▶ **REQUIRED ACTION**
Where a picture appears, leave it out, and transcribe all the lines below exactly.

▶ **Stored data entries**
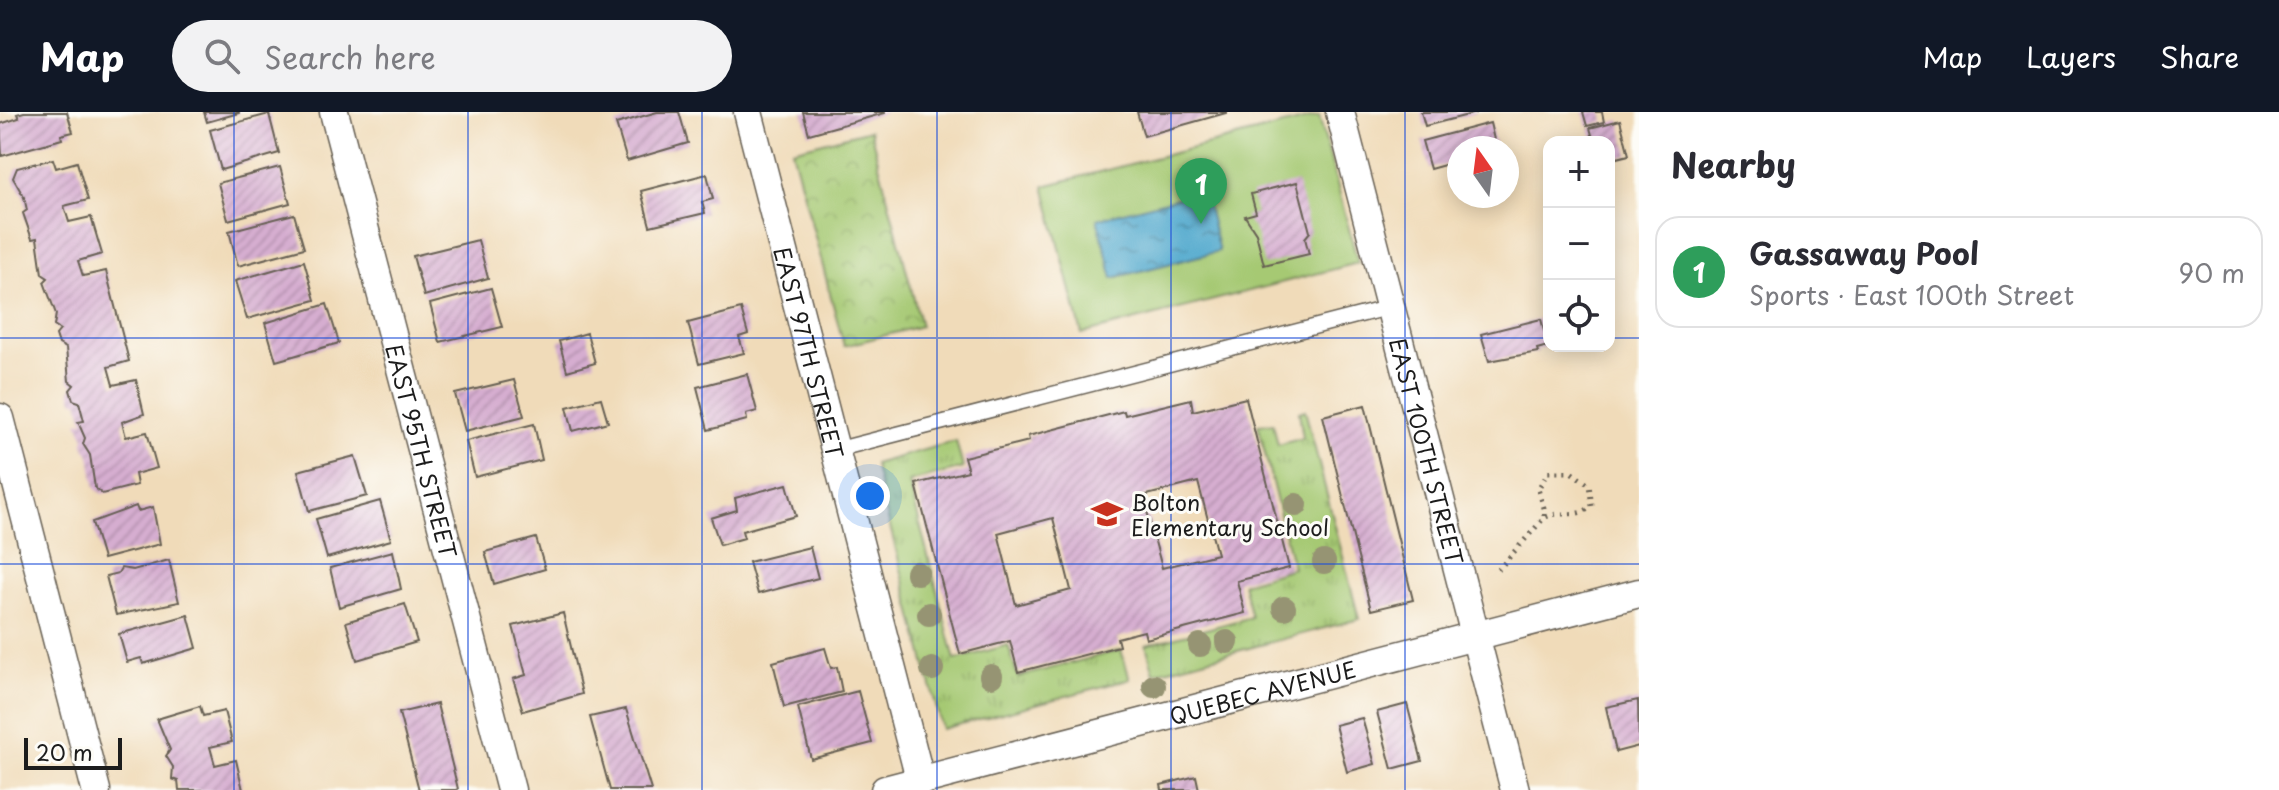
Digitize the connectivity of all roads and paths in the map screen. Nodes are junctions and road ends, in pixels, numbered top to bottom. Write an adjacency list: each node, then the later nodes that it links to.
1 (334, 112): 13 (street, EAST 95TH STREET)
2 (748, 112): 6 (street, EAST 97TH STREET)
3 (1340, 112): 4 (street, EAST 100TH STREET)
4 (1391, 307): 6 (lane); 10 (street, EAST 100TH STREET)
5 (0, 418): 12 (street)
6 (835, 450): 11 (street, EAST 97TH STREET)
7 (1544, 518): 7 (path); 8 (path)
8 (1498, 570)
9 (1639, 593): 10 (street, QUEBEC AVENUE)
10 (1475, 635): 11 (street, QUEBEC AVENUE); 15 (street, EAST 100TH STREET)
11 (920, 779): 14 (street, QUEBEC AVENUE)
12 (96, 790)
13 (511, 790)
14 (885, 790)
15 (1515, 790)

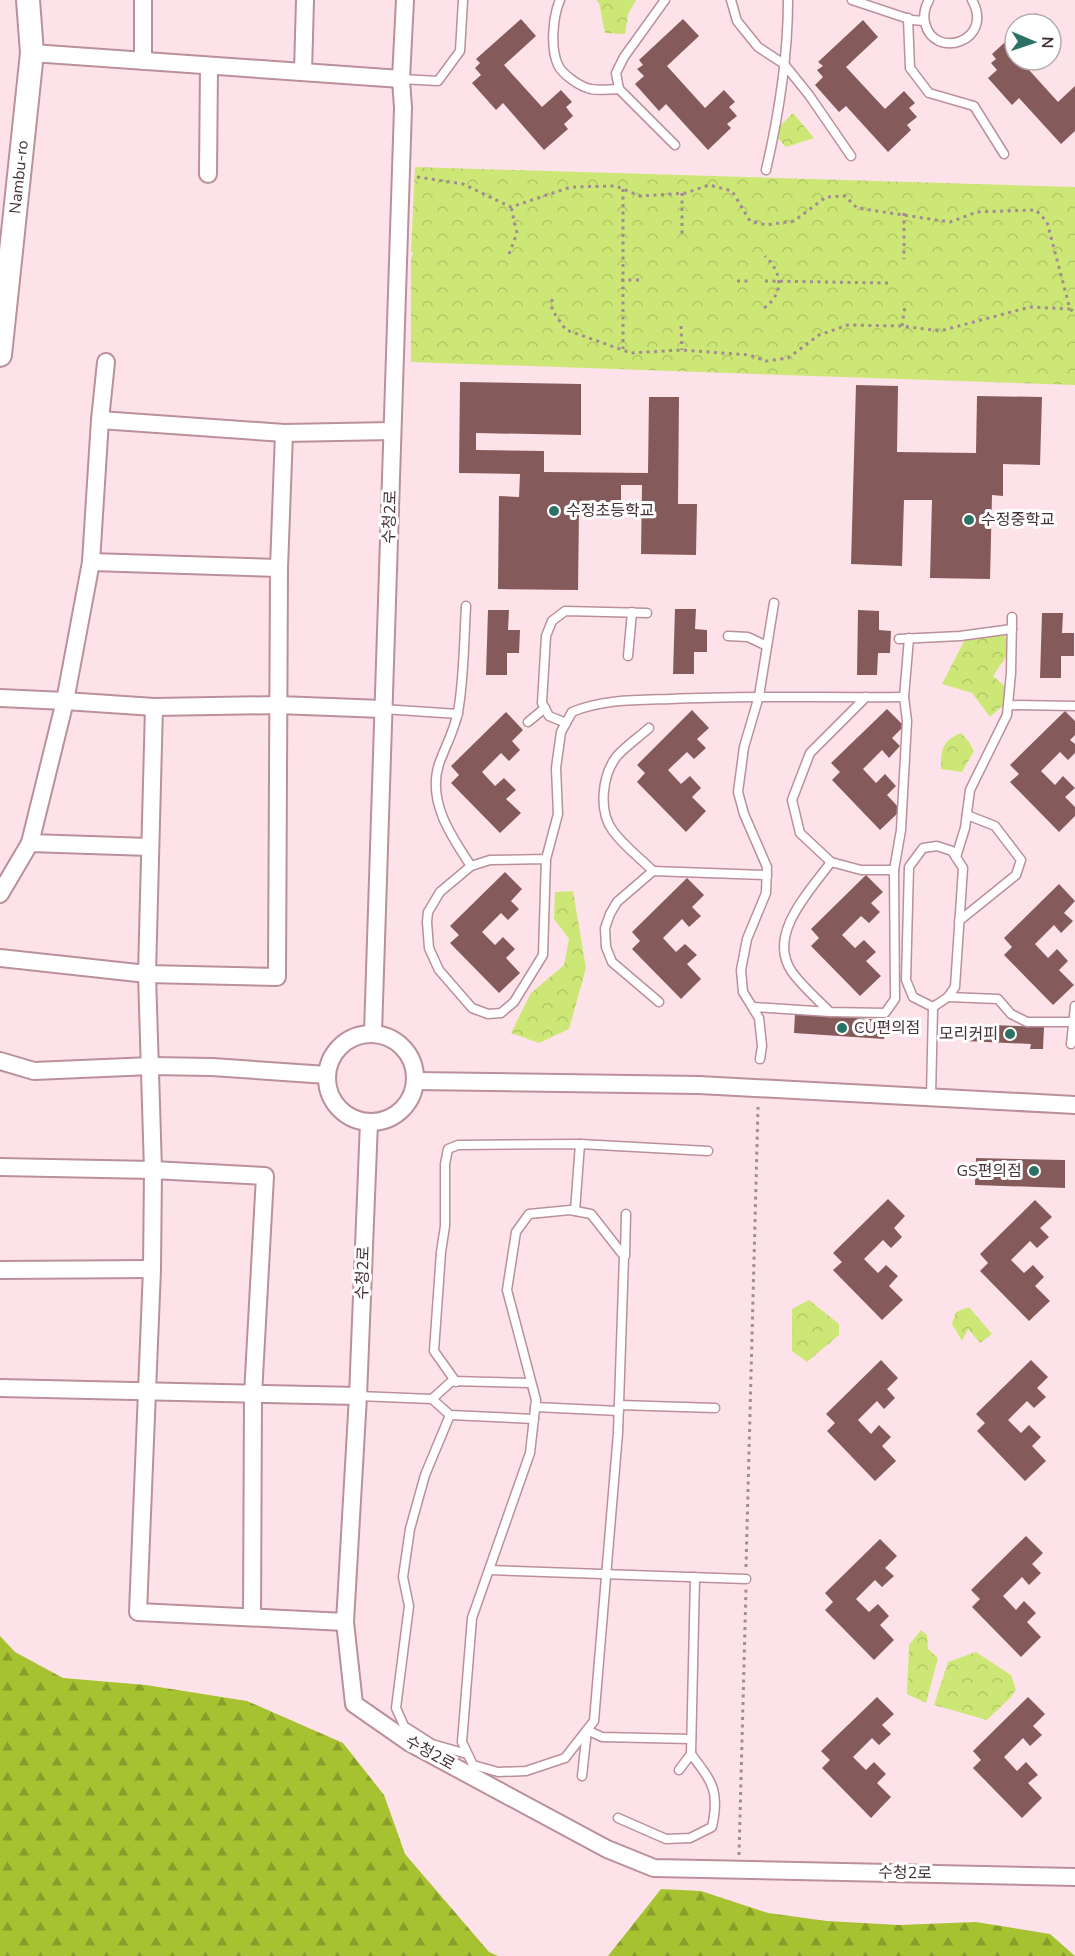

▶ **WRITTEN RESPONSE**
Digitize the connectivity of all roads and paths in the map screen. Nodes are junctions and road ends, in pixels, numbered top to bottom. Write an adjacency list: each node, then the later nodes that it links to.
1 (334, 112): 13 (street, EAST 95TH STREET)
2 (748, 112): 6 (street, EAST 97TH STREET)
3 (1340, 112): 4 (street, EAST 100TH STREET)
4 (1391, 307): 6 (lane); 10 (street, EAST 100TH STREET)
5 (0, 418): 12 (street)
6 (835, 450): 11 (street, EAST 97TH STREET)
7 (1544, 518): 7 (path); 8 (path)
8 (1498, 570)
9 (1639, 593): 10 (street, QUEBEC AVENUE)
10 (1475, 635): 11 (street, QUEBEC AVENUE); 15 (street, EAST 100TH STREET)
11 (920, 779): 14 (street, QUEBEC AVENUE)
12 (96, 790)
13 (511, 790)
14 (885, 790)
15 (1515, 790)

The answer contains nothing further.